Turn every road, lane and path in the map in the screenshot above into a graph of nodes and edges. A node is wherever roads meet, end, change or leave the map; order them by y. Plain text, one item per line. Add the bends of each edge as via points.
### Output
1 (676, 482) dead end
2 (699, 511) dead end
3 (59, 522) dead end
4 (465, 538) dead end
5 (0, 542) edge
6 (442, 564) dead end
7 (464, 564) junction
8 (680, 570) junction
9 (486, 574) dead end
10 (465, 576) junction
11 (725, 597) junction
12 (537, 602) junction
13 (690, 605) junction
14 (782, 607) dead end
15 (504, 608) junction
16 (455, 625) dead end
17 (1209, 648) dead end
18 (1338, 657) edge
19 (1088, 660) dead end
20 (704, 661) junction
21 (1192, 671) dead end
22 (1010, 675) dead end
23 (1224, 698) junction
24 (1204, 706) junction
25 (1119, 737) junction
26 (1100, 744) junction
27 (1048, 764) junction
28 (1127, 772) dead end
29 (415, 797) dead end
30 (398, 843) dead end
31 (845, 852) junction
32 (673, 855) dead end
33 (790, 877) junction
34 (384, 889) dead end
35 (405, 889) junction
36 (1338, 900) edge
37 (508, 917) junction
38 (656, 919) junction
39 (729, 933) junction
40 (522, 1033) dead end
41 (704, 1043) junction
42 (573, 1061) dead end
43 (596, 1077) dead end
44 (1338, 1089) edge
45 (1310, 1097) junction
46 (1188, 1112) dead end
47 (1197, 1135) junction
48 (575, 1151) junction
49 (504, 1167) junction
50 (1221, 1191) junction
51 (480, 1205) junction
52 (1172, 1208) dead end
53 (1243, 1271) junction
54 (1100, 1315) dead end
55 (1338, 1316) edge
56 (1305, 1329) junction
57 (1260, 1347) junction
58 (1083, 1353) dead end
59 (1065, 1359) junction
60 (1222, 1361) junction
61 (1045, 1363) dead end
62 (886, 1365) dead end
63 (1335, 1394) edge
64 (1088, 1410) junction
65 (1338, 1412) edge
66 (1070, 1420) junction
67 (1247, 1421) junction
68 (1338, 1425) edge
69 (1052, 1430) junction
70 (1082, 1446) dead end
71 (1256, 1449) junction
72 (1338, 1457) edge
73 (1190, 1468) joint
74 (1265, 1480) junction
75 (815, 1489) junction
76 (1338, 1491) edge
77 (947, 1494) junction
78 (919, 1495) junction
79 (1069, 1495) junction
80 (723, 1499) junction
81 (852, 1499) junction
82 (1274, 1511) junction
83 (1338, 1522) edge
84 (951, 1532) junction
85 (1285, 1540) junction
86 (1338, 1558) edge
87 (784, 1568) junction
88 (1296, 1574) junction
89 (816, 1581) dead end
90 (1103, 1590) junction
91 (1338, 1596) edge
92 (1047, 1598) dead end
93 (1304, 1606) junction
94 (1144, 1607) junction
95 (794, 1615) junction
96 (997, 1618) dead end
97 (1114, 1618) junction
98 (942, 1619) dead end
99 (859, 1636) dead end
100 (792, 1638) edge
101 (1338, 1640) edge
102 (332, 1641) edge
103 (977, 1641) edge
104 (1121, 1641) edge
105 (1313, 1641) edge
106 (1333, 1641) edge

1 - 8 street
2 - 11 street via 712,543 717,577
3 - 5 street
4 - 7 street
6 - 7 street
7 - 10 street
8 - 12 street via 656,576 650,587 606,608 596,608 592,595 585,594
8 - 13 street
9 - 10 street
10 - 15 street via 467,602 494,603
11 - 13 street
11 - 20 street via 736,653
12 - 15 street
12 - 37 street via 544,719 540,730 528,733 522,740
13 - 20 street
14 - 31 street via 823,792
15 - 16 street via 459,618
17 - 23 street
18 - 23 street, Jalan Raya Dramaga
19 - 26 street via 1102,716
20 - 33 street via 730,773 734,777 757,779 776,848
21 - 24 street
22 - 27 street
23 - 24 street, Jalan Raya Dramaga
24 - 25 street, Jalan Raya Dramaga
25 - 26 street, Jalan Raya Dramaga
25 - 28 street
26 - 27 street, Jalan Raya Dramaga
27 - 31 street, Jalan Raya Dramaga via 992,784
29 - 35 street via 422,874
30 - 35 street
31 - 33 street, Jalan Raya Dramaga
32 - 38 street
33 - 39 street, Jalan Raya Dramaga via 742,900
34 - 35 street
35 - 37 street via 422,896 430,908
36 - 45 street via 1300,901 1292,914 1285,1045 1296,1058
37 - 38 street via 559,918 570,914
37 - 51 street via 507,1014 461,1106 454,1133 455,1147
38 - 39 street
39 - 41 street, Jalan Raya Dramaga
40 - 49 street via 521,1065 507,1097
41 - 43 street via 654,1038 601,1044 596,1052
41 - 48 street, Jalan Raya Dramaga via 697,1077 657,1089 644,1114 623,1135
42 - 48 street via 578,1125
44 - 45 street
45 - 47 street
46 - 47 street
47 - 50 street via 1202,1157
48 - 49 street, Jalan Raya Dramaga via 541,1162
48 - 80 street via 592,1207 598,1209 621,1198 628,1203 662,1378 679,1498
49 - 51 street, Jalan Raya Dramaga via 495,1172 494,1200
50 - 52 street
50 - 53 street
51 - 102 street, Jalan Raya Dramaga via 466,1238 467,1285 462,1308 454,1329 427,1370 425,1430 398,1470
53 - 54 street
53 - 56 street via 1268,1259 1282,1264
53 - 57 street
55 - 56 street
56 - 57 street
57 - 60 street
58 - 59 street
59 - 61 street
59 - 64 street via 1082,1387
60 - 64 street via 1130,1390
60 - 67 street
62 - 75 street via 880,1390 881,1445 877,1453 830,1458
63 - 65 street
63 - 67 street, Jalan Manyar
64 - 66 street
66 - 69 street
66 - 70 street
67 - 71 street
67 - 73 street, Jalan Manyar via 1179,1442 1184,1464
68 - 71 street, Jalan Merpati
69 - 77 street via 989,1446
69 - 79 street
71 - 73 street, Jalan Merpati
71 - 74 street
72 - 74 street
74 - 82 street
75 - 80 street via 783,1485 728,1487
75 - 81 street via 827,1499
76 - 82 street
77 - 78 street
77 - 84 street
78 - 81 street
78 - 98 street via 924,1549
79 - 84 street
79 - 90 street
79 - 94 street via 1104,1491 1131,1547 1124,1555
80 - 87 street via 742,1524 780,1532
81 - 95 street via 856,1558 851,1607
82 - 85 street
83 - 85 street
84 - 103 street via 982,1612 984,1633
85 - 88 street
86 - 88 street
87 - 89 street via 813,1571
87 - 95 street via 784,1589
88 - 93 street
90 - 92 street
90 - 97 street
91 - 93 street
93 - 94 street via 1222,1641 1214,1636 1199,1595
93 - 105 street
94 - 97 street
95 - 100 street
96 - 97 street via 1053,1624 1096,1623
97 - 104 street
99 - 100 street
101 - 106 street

------------------------------------------------------------

PROBLEM DETAILS: Each line above must be retyped exactly.

EXPECTED OUTPUT:
Turn every road, lane and path in the map in the screenshot above into a graph of nodes and edges. A node is wherever roads meet, end, change or leave the map; order them by y. Plain text, one item per line. Add the bends of each edge as via points.
### Output
1 (676, 482) dead end
2 (699, 511) dead end
3 (59, 522) dead end
4 (465, 538) dead end
5 (0, 542) edge
6 (442, 564) dead end
7 (464, 564) junction
8 (680, 570) junction
9 (486, 574) dead end
10 (465, 576) junction
11 (725, 597) junction
12 (537, 602) junction
13 (690, 605) junction
14 (782, 607) dead end
15 (504, 608) junction
16 (455, 625) dead end
17 (1209, 648) dead end
18 (1338, 657) edge
19 (1088, 660) dead end
20 (704, 661) junction
21 (1192, 671) dead end
22 (1010, 675) dead end
23 (1224, 698) junction
24 (1204, 706) junction
25 (1119, 737) junction
26 (1100, 744) junction
27 (1048, 764) junction
28 (1127, 772) dead end
29 (415, 797) dead end
30 (398, 843) dead end
31 (845, 852) junction
32 (673, 855) dead end
33 (790, 877) junction
34 (384, 889) dead end
35 (405, 889) junction
36 (1338, 900) edge
37 (508, 917) junction
38 (656, 919) junction
39 (729, 933) junction
40 (522, 1033) dead end
41 (704, 1043) junction
42 (573, 1061) dead end
43 (596, 1077) dead end
44 (1338, 1089) edge
45 (1310, 1097) junction
46 (1188, 1112) dead end
47 (1197, 1135) junction
48 (575, 1151) junction
49 (504, 1167) junction
50 (1221, 1191) junction
51 (480, 1205) junction
52 (1172, 1208) dead end
53 (1243, 1271) junction
54 (1100, 1315) dead end
55 (1338, 1316) edge
56 (1305, 1329) junction
57 (1260, 1347) junction
58 (1083, 1353) dead end
59 (1065, 1359) junction
60 (1222, 1361) junction
61 (1045, 1363) dead end
62 (886, 1365) dead end
63 (1335, 1394) edge
64 (1088, 1410) junction
65 (1338, 1412) edge
66 (1070, 1420) junction
67 (1247, 1421) junction
68 (1338, 1425) edge
69 (1052, 1430) junction
70 (1082, 1446) dead end
71 (1256, 1449) junction
72 (1338, 1457) edge
73 (1190, 1468) joint
74 (1265, 1480) junction
75 (815, 1489) junction
76 (1338, 1491) edge
77 (947, 1494) junction
78 (919, 1495) junction
79 (1069, 1495) junction
80 (723, 1499) junction
81 (852, 1499) junction
82 (1274, 1511) junction
83 (1338, 1522) edge
84 (951, 1532) junction
85 (1285, 1540) junction
86 (1338, 1558) edge
87 (784, 1568) junction
88 (1296, 1574) junction
89 (816, 1581) dead end
90 (1103, 1590) junction
91 (1338, 1596) edge
92 (1047, 1598) dead end
93 (1304, 1606) junction
94 (1144, 1607) junction
95 (794, 1615) junction
96 (997, 1618) dead end
97 (1114, 1618) junction
98 (942, 1619) dead end
99 (859, 1636) dead end
100 (792, 1638) edge
101 (1338, 1640) edge
102 (332, 1641) edge
103 (977, 1641) edge
104 (1121, 1641) edge
105 (1313, 1641) edge
106 (1333, 1641) edge

1 - 8 street
2 - 11 street via 712,543 717,577
3 - 5 street
4 - 7 street
6 - 7 street
7 - 10 street
8 - 12 street via 656,576 650,587 606,608 596,608 592,595 585,594
8 - 13 street
9 - 10 street
10 - 15 street via 467,602 494,603
11 - 13 street
11 - 20 street via 736,653
12 - 15 street
12 - 37 street via 544,719 540,730 528,733 522,740
13 - 20 street
14 - 31 street via 823,792
15 - 16 street via 459,618
17 - 23 street
18 - 23 street, Jalan Raya Dramaga
19 - 26 street via 1102,716
20 - 33 street via 730,773 734,777 757,779 776,848
21 - 24 street
22 - 27 street
23 - 24 street, Jalan Raya Dramaga
24 - 25 street, Jalan Raya Dramaga
25 - 26 street, Jalan Raya Dramaga
25 - 28 street
26 - 27 street, Jalan Raya Dramaga
27 - 31 street, Jalan Raya Dramaga via 992,784
29 - 35 street via 422,874
30 - 35 street
31 - 33 street, Jalan Raya Dramaga
32 - 38 street
33 - 39 street, Jalan Raya Dramaga via 742,900
34 - 35 street
35 - 37 street via 422,896 430,908
36 - 45 street via 1300,901 1292,914 1285,1045 1296,1058
37 - 38 street via 559,918 570,914
37 - 51 street via 507,1014 461,1106 454,1133 455,1147
38 - 39 street
39 - 41 street, Jalan Raya Dramaga
40 - 49 street via 521,1065 507,1097
41 - 43 street via 654,1038 601,1044 596,1052
41 - 48 street, Jalan Raya Dramaga via 697,1077 657,1089 644,1114 623,1135
42 - 48 street via 578,1125
44 - 45 street
45 - 47 street
46 - 47 street
47 - 50 street via 1202,1157
48 - 49 street, Jalan Raya Dramaga via 541,1162
48 - 80 street via 592,1207 598,1209 621,1198 628,1203 662,1378 679,1498
49 - 51 street, Jalan Raya Dramaga via 495,1172 494,1200
50 - 52 street
50 - 53 street
51 - 102 street, Jalan Raya Dramaga via 466,1238 467,1285 462,1308 454,1329 427,1370 425,1430 398,1470
53 - 54 street
53 - 56 street via 1268,1259 1282,1264
53 - 57 street
55 - 56 street
56 - 57 street
57 - 60 street
58 - 59 street
59 - 61 street
59 - 64 street via 1082,1387
60 - 64 street via 1130,1390
60 - 67 street
62 - 75 street via 880,1390 881,1445 877,1453 830,1458
63 - 65 street
63 - 67 street, Jalan Manyar
64 - 66 street
66 - 69 street
66 - 70 street
67 - 71 street
67 - 73 street, Jalan Manyar via 1179,1442 1184,1464
68 - 71 street, Jalan Merpati
69 - 77 street via 989,1446
69 - 79 street
71 - 73 street, Jalan Merpati
71 - 74 street
72 - 74 street
74 - 82 street
75 - 80 street via 783,1485 728,1487
75 - 81 street via 827,1499
76 - 82 street
77 - 78 street
77 - 84 street
78 - 81 street
78 - 98 street via 924,1549
79 - 84 street
79 - 90 street
79 - 94 street via 1104,1491 1131,1547 1124,1555
80 - 87 street via 742,1524 780,1532
81 - 95 street via 856,1558 851,1607
82 - 85 street
83 - 85 street
84 - 103 street via 982,1612 984,1633
85 - 88 street
86 - 88 street
87 - 89 street via 813,1571
87 - 95 street via 784,1589
88 - 93 street
90 - 92 street
90 - 97 street
91 - 93 street
93 - 94 street via 1222,1641 1214,1636 1199,1595
93 - 105 street
94 - 97 street
95 - 100 street
96 - 97 street via 1053,1624 1096,1623
97 - 104 street
99 - 100 street
101 - 106 street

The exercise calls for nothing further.